**What this task involves**
Transcribe each entry exactly, without pictures.

Saved data entries:

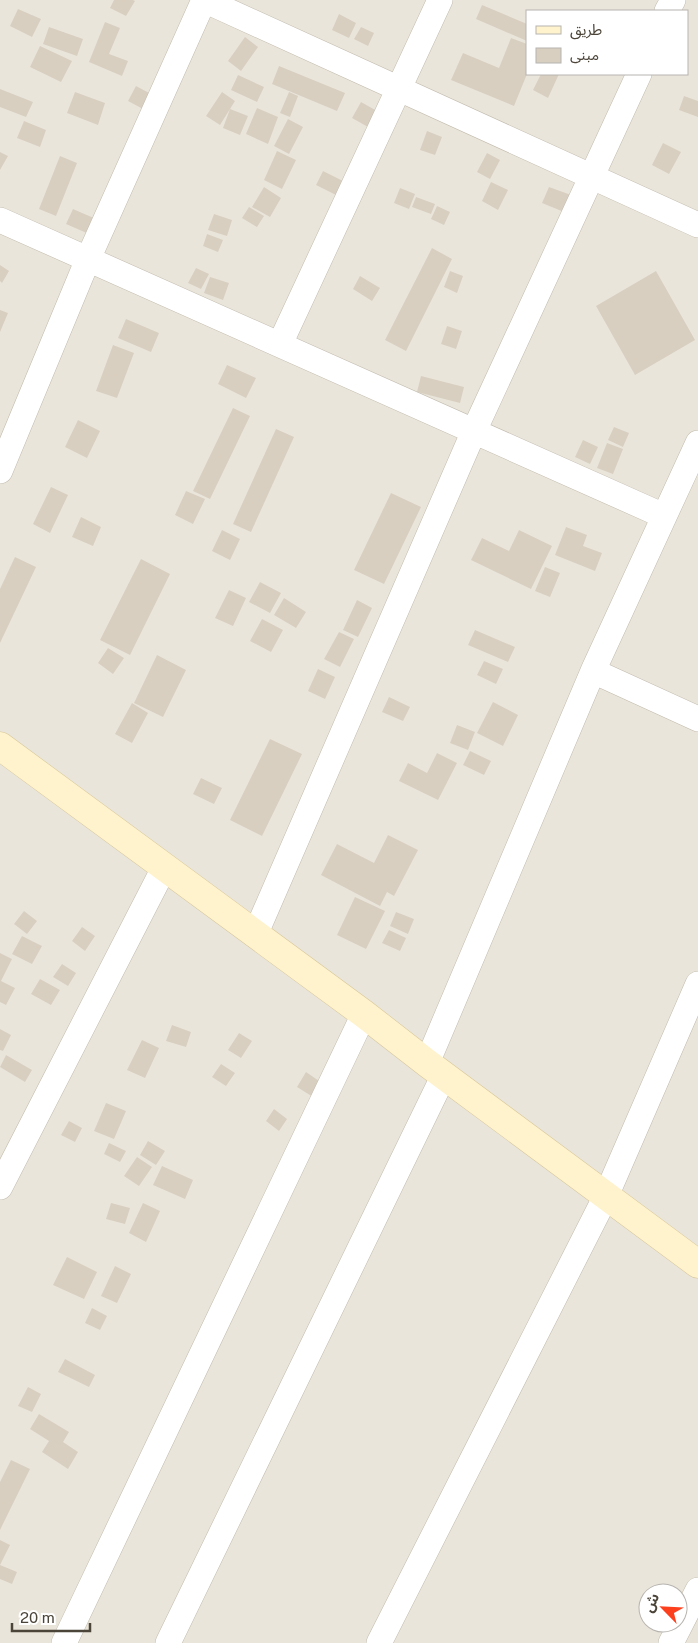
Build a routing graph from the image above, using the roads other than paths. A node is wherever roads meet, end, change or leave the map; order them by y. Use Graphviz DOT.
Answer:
graph roads {
  1 [pos="204,0"];
  2 [pos="440,0"];
  3 [pos="639,75"];
  4 [pos="399,89"];
  5 [pos="591,177"];
  6 [pos="0,220"];
  7 [pos="698,225"];
  8 [pos="88,259"];
  9 [pos="280,344"];
  10 [pos="474,431"];
  11 [pos="698,443"];
  12 [pos="0,471"];
  13 [pos="664,516"];
  14 [pos="593,671"];
  15 [pos="698,719"];
  16 [pos="0,746"];
  17 [pos="164,868"];
  18 [pos="255,935"];
  19 [pos="698,984"];
  20 [pos="364,1014"];
  21 [pos="435,1069"];
  22 [pos="0,1187"];
  23 [pos="606,1196"];
  24 [pos="698,1264"];
  25 [pos="698,1590"];
  26 [pos="64,1643"];
  27 [pos="168,1643"];
  28 [pos="379,1643"];
  29 [pos="671,1643"];
  1 -- 4 [label="street"];
  1 -- 8 [label="street"];
  2 -- 4 [label="street"];
  3 -- 5 [label="street"];
  4 -- 5 [label="street"];
  4 -- 9 [label="street"];
  5 -- 7 [label="street"];
  5 -- 10 [label="street"];
  6 -- 8 [label="street"];
  8 -- 9 [label="street"];
  8 -- 12 [label="street"];
  9 -- 10 [label="street"];
  10 -- 13 [label="street"];
  10 -- 18 [label="street"];
  11 -- 13 [label="street"];
  13 -- 14 [label="street"];
  14 -- 15 [label="street"];
  14 -- 21 [label="street"];
  16 -- 17 [label="street"];
  17 -- 18 [label="street"];
  17 -- 22 [label="street"];
  18 -- 20 [label="street"];
  19 -- 23 [label="street"];
  20 -- 21 [label="street"];
  20 -- 26 [label="street"];
  21 -- 23 [label="street"];
  21 -- 27 [label="street"];
  23 -- 24 [label="street"];
  23 -- 28 [label="street"];
  25 -- 29 [label="street"];
}
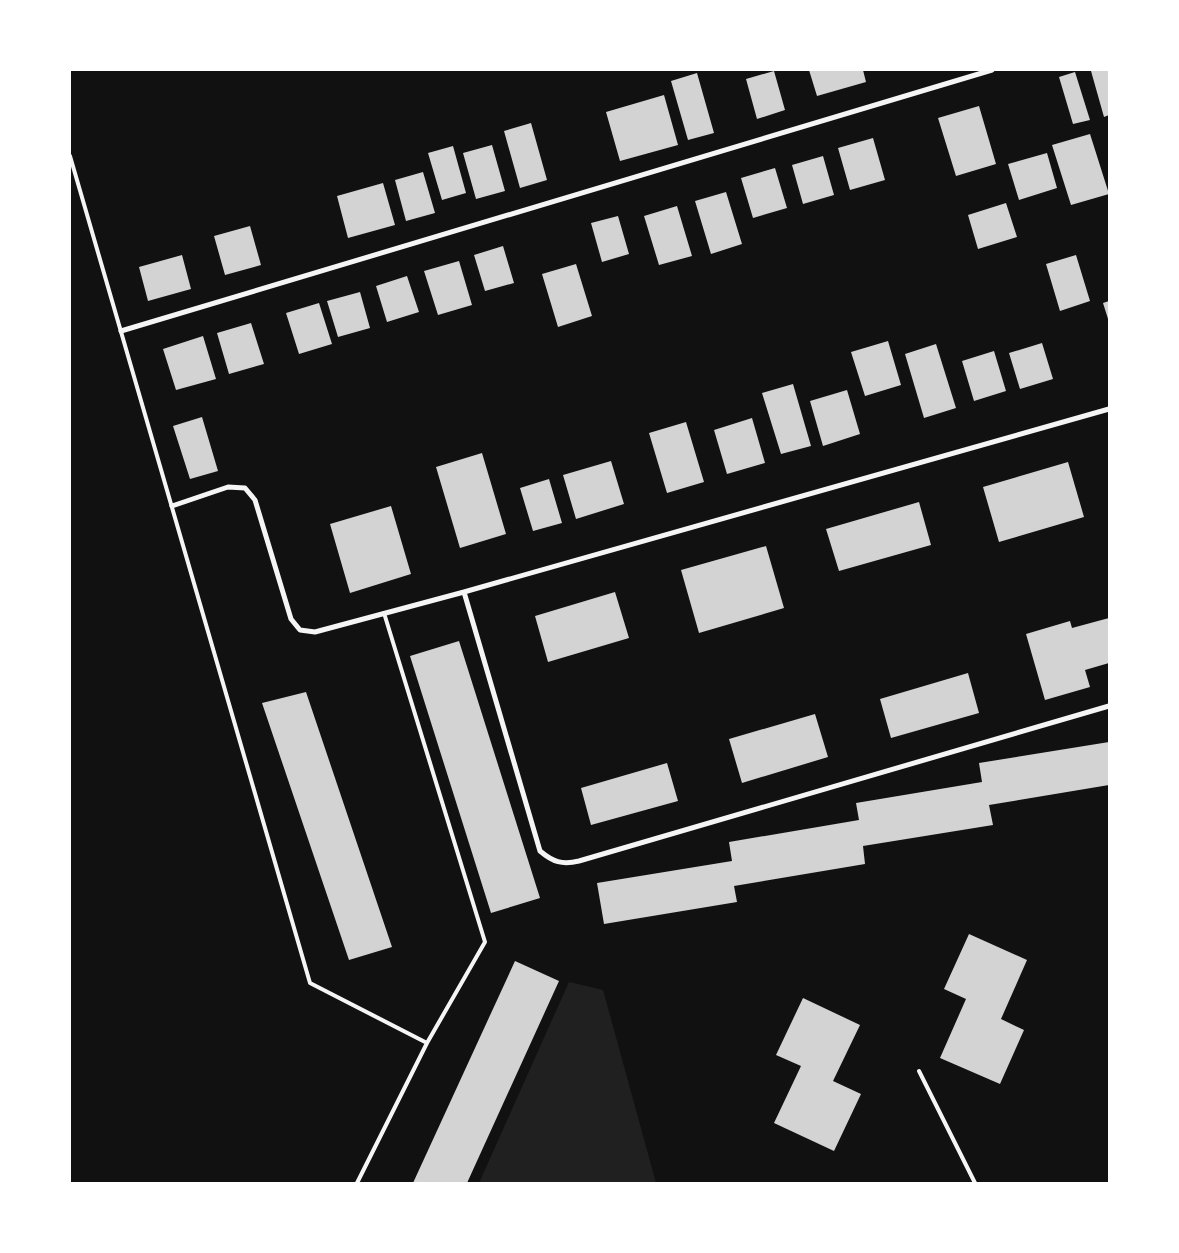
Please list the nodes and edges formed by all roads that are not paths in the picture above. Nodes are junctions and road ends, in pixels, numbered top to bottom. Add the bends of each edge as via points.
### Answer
1 (992, 70) edge
2 (70, 156) edge
3 (121, 331) junction
4 (1109, 408) edge
5 (172, 506) junction
6 (464, 592) junction
7 (384, 613) junction
8 (1109, 706) edge
9 (427, 1043) junction
10 (919, 1071) dead end
11 (358, 1183) edge
12 (975, 1183) edge

1 - 3 street
2 - 3 lane
3 - 5 lane
4 - 6 street
5 - 7 street via 228,487 245,488 255,500 291,619 300,630 315,632
5 - 9 lane via 310,983
6 - 7 street
6 - 8 street via 540,851 551,861 567,864
7 - 9 lane via 486,942
9 - 11 lane
10 - 12 lane

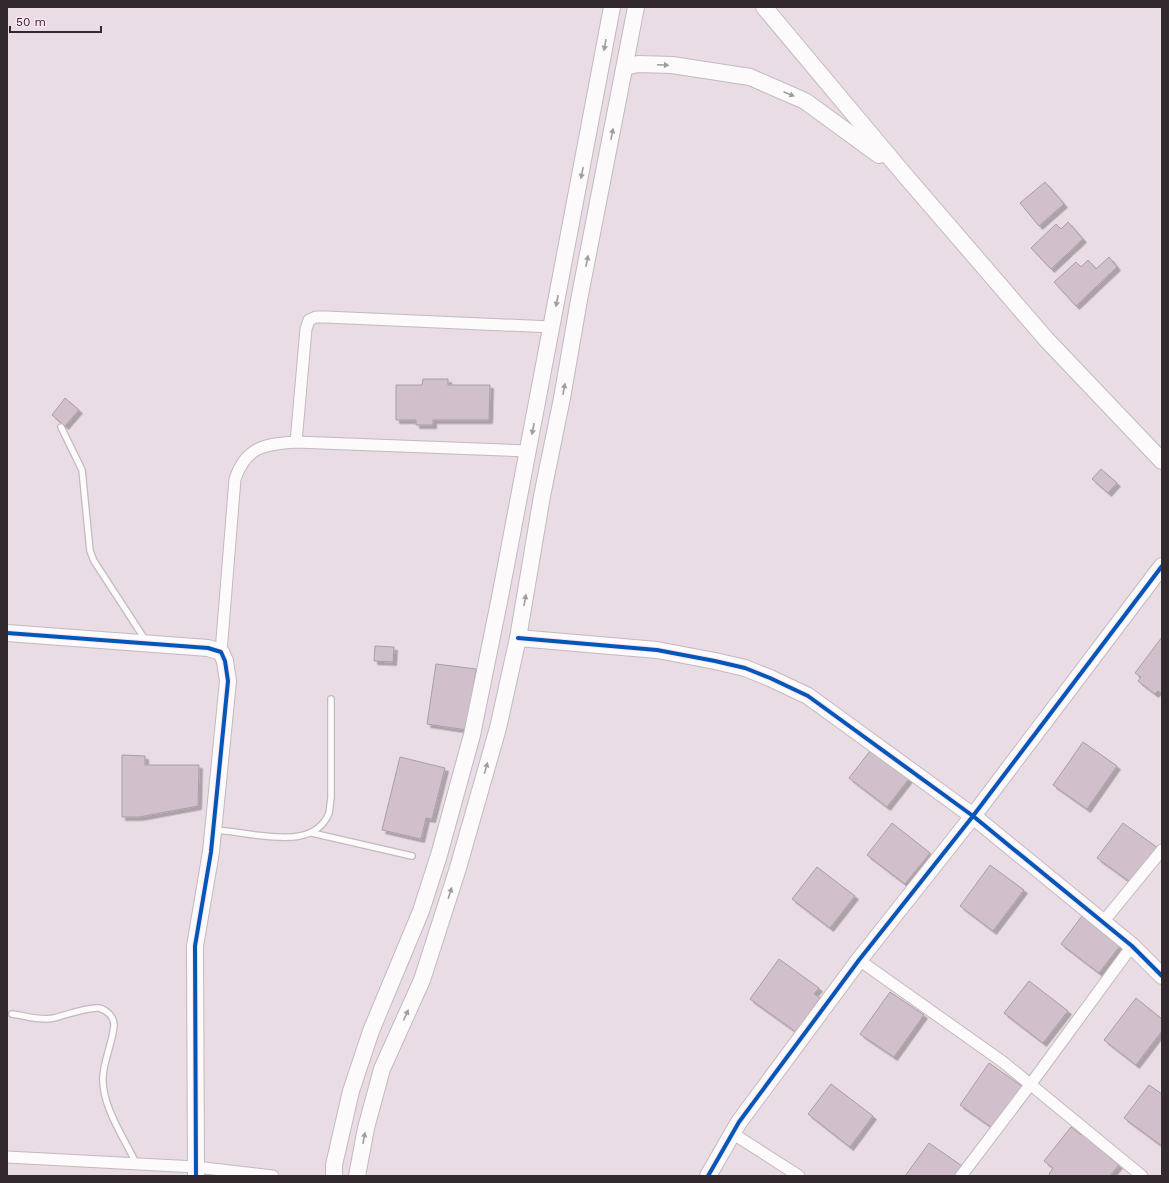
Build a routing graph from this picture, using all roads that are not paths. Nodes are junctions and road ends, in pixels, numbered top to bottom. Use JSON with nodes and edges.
{"nodes":[{"id":1,"x":612,"y":7,"type":"edge"},
{"id":2,"x":636,"y":7,"type":"edge"},
{"id":3,"x":764,"y":7,"type":"edge"},
{"id":4,"x":625,"y":67,"type":"junction"},
{"id":5,"x":903,"y":173,"type":"junction"},
{"id":6,"x":552,"y":327,"type":"junction"},
{"id":7,"x":61,"y":427,"type":"dead end"},
{"id":8,"x":296,"y":442,"type":"junction"},
{"id":9,"x":528,"y":451,"type":"junction"},
{"id":10,"x":1162,"y":461,"type":"edge"},
{"id":11,"x":1162,"y":566,"type":"edge"},
{"id":12,"x":7,"y":633,"type":"edge"},
{"id":13,"x":518,"y":638,"type":"junction"},
{"id":14,"x":148,"y":643,"type":"junction"},
{"id":15,"x":221,"y":652,"type":"junction"},
{"id":16,"x":331,"y":699,"type":"dead end"},
{"id":17,"x":973,"y":816,"type":"junction"},
{"id":18,"x":213,"y":829,"type":"junction"},
{"id":19,"x":312,"y":832,"type":"junction"},
{"id":20,"x":1162,"y":850,"type":"edge"},
{"id":21,"x":412,"y":856,"type":"dead end"},
{"id":22,"x":1103,"y":922,"type":"junction"},
{"id":23,"x":1132,"y":946,"type":"junction"},
{"id":24,"x":859,"y":960,"type":"junction"},
{"id":25,"x":1162,"y":976,"type":"edge"},
{"id":26,"x":12,"y":1014,"type":"dead end"},
{"id":27,"x":1030,"y":1085,"type":"junction"},
{"id":28,"x":732,"y":1133,"type":"junction"},
{"id":29,"x":7,"y":1157,"type":"edge"},
{"id":30,"x":137,"y":1164,"type":"junction"},
{"id":31,"x":196,"y":1171,"type":"edge"},
{"id":32,"x":273,"y":1176,"type":"edge"},
{"id":33,"x":334,"y":1176,"type":"edge"},
{"id":34,"x":357,"y":1176,"type":"edge"},
{"id":35,"x":708,"y":1176,"type":"edge"},
{"id":36,"x":799,"y":1176,"type":"edge"},
{"id":37,"x":961,"y":1176,"type":"edge"},
{"id":38,"x":1142,"y":1176,"type":"edge"}],
"edges":[{"from":1,"to":6,"type":"main road","one_way":true},
{"from":2,"to":4,"type":"main road"},
{"from":3,"to":5,"type":"main road"},
{"from":4,"to":5,"type":"main road","one_way":true},
{"from":13,"to":4,"type":"main road","one_way":true},
{"from":5,"to":10,"type":"main road"},
{"from":6,"to":8,"type":"street"},
{"from":6,"to":9,"type":"main road","one_way":true},
{"from":7,"to":14,"type":"lane"},
{"from":8,"to":9,"type":"street"},
{"from":8,"to":15,"type":"street"},
{"from":9,"to":33,"type":"main road"},
{"from":11,"to":17,"type":"main road"},
{"from":12,"to":14,"type":"main road"},
{"from":13,"to":17,"type":"main road"},
{"from":34,"to":13,"type":"main road","one_way":true},
{"from":14,"to":15,"type":"main road"},
{"from":15,"to":18,"type":"main road"},
{"from":16,"to":19,"type":"lane"},
{"from":17,"to":22,"type":"main road"},
{"from":17,"to":24,"type":"main road"},
{"from":18,"to":19,"type":"lane"},
{"from":18,"to":31,"type":"main road"},
{"from":19,"to":21,"type":"lane"},
{"from":20,"to":22,"type":"street"},
{"from":22,"to":23,"type":"main road"},
{"from":23,"to":25,"type":"main road"},
{"from":23,"to":27,"type":"street"},
{"from":24,"to":27,"type":"street"},
{"from":24,"to":28,"type":"main road"},
{"from":26,"to":30,"type":"lane"},
{"from":27,"to":37,"type":"street"},
{"from":27,"to":38,"type":"street"},
{"from":28,"to":35,"type":"main road"},
{"from":28,"to":36,"type":"street"},
{"from":29,"to":30,"type":"street"},
{"from":30,"to":31,"type":"street"},
{"from":31,"to":32,"type":"street"}]}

**Task output**
Build a routing graph from the image above, using the roads other than paths. A node is wherever roads meet, end, change or leave the map; order them by y. Use Graphviz DOT.
Answer:
graph roads {
  1 [pos="204,0"];
  2 [pos="440,0"];
  3 [pos="639,75"];
  4 [pos="399,89"];
  5 [pos="591,177"];
  6 [pos="0,220"];
  7 [pos="698,225"];
  8 [pos="88,259"];
  9 [pos="280,344"];
  10 [pos="474,431"];
  11 [pos="698,443"];
  12 [pos="0,471"];
  13 [pos="664,516"];
  14 [pos="593,671"];
  15 [pos="698,719"];
  16 [pos="0,746"];
  17 [pos="164,868"];
  18 [pos="255,935"];
  19 [pos="698,984"];
  20 [pos="364,1014"];
  21 [pos="435,1069"];
  22 [pos="0,1187"];
  23 [pos="606,1196"];
  24 [pos="698,1264"];
  25 [pos="698,1590"];
  26 [pos="64,1643"];
  27 [pos="168,1643"];
  28 [pos="379,1643"];
  29 [pos="671,1643"];
  1 -- 4 [label="street"];
  1 -- 8 [label="street"];
  2 -- 4 [label="street"];
  3 -- 5 [label="street"];
  4 -- 5 [label="street"];
  4 -- 9 [label="street"];
  5 -- 7 [label="street"];
  5 -- 10 [label="street"];
  6 -- 8 [label="street"];
  8 -- 9 [label="street"];
  8 -- 12 [label="street"];
  9 -- 10 [label="street"];
  10 -- 13 [label="street"];
  10 -- 18 [label="street"];
  11 -- 13 [label="street"];
  13 -- 14 [label="street"];
  14 -- 15 [label="street"];
  14 -- 21 [label="street"];
  16 -- 17 [label="street"];
  17 -- 18 [label="street"];
  17 -- 22 [label="street"];
  18 -- 20 [label="street"];
  19 -- 23 [label="street"];
  20 -- 21 [label="street"];
  20 -- 26 [label="street"];
  21 -- 23 [label="street"];
  21 -- 27 [label="street"];
  23 -- 24 [label="street"];
  23 -- 28 [label="street"];
  25 -- 29 [label="street"];
}
Please list the nodes and edges formed by all roads that are not paths in the picture above. Nodes are junctions and road ends, in pixels, numbered top to bottom. Add the bends of each edge as via points.
### Answer
1 (992, 70) edge
2 (70, 156) edge
3 (121, 331) junction
4 (1109, 408) edge
5 (172, 506) junction
6 (464, 592) junction
7 (384, 613) junction
8 (1109, 706) edge
9 (427, 1043) junction
10 (919, 1071) dead end
11 (358, 1183) edge
12 (975, 1183) edge

1 - 3 street
2 - 3 lane
3 - 5 lane
4 - 6 street
5 - 7 street via 228,487 245,488 255,500 291,619 300,630 315,632
5 - 9 lane via 310,983
6 - 7 street
6 - 8 street via 540,851 551,861 567,864
7 - 9 lane via 486,942
9 - 11 lane
10 - 12 lane

Build a routing graph from this picture, using all roads that are not paths. Nodes are junctions and road ends, in pixels, numbered top to bottom. Use JSON with nodes and edges.
{"nodes":[{"id":1,"x":612,"y":7,"type":"edge"},
{"id":2,"x":636,"y":7,"type":"edge"},
{"id":3,"x":764,"y":7,"type":"edge"},
{"id":4,"x":625,"y":67,"type":"junction"},
{"id":5,"x":903,"y":173,"type":"junction"},
{"id":6,"x":552,"y":327,"type":"junction"},
{"id":7,"x":61,"y":427,"type":"dead end"},
{"id":8,"x":296,"y":442,"type":"junction"},
{"id":9,"x":528,"y":451,"type":"junction"},
{"id":10,"x":1162,"y":461,"type":"edge"},
{"id":11,"x":1162,"y":566,"type":"edge"},
{"id":12,"x":7,"y":633,"type":"edge"},
{"id":13,"x":518,"y":638,"type":"junction"},
{"id":14,"x":148,"y":643,"type":"junction"},
{"id":15,"x":221,"y":652,"type":"junction"},
{"id":16,"x":331,"y":699,"type":"dead end"},
{"id":17,"x":973,"y":816,"type":"junction"},
{"id":18,"x":213,"y":829,"type":"junction"},
{"id":19,"x":312,"y":832,"type":"junction"},
{"id":20,"x":1162,"y":850,"type":"edge"},
{"id":21,"x":412,"y":856,"type":"dead end"},
{"id":22,"x":1103,"y":922,"type":"junction"},
{"id":23,"x":1132,"y":946,"type":"junction"},
{"id":24,"x":859,"y":960,"type":"junction"},
{"id":25,"x":1162,"y":976,"type":"edge"},
{"id":26,"x":12,"y":1014,"type":"dead end"},
{"id":27,"x":1030,"y":1085,"type":"junction"},
{"id":28,"x":732,"y":1133,"type":"junction"},
{"id":29,"x":7,"y":1157,"type":"edge"},
{"id":30,"x":137,"y":1164,"type":"junction"},
{"id":31,"x":196,"y":1171,"type":"edge"},
{"id":32,"x":273,"y":1176,"type":"edge"},
{"id":33,"x":334,"y":1176,"type":"edge"},
{"id":34,"x":357,"y":1176,"type":"edge"},
{"id":35,"x":708,"y":1176,"type":"edge"},
{"id":36,"x":799,"y":1176,"type":"edge"},
{"id":37,"x":961,"y":1176,"type":"edge"},
{"id":38,"x":1142,"y":1176,"type":"edge"}],
"edges":[{"from":1,"to":6,"type":"main road","one_way":true},
{"from":2,"to":4,"type":"main road"},
{"from":3,"to":5,"type":"main road"},
{"from":4,"to":5,"type":"main road","one_way":true},
{"from":13,"to":4,"type":"main road","one_way":true},
{"from":5,"to":10,"type":"main road"},
{"from":6,"to":8,"type":"street"},
{"from":6,"to":9,"type":"main road","one_way":true},
{"from":7,"to":14,"type":"lane"},
{"from":8,"to":9,"type":"street"},
{"from":8,"to":15,"type":"street"},
{"from":9,"to":33,"type":"main road"},
{"from":11,"to":17,"type":"main road"},
{"from":12,"to":14,"type":"main road"},
{"from":13,"to":17,"type":"main road"},
{"from":34,"to":13,"type":"main road","one_way":true},
{"from":14,"to":15,"type":"main road"},
{"from":15,"to":18,"type":"main road"},
{"from":16,"to":19,"type":"lane"},
{"from":17,"to":22,"type":"main road"},
{"from":17,"to":24,"type":"main road"},
{"from":18,"to":19,"type":"lane"},
{"from":18,"to":31,"type":"main road"},
{"from":19,"to":21,"type":"lane"},
{"from":20,"to":22,"type":"street"},
{"from":22,"to":23,"type":"main road"},
{"from":23,"to":25,"type":"main road"},
{"from":23,"to":27,"type":"street"},
{"from":24,"to":27,"type":"street"},
{"from":24,"to":28,"type":"main road"},
{"from":26,"to":30,"type":"lane"},
{"from":27,"to":37,"type":"street"},
{"from":27,"to":38,"type":"street"},
{"from":28,"to":35,"type":"main road"},
{"from":28,"to":36,"type":"street"},
{"from":29,"to":30,"type":"street"},
{"from":30,"to":31,"type":"street"},
{"from":31,"to":32,"type":"street"}]}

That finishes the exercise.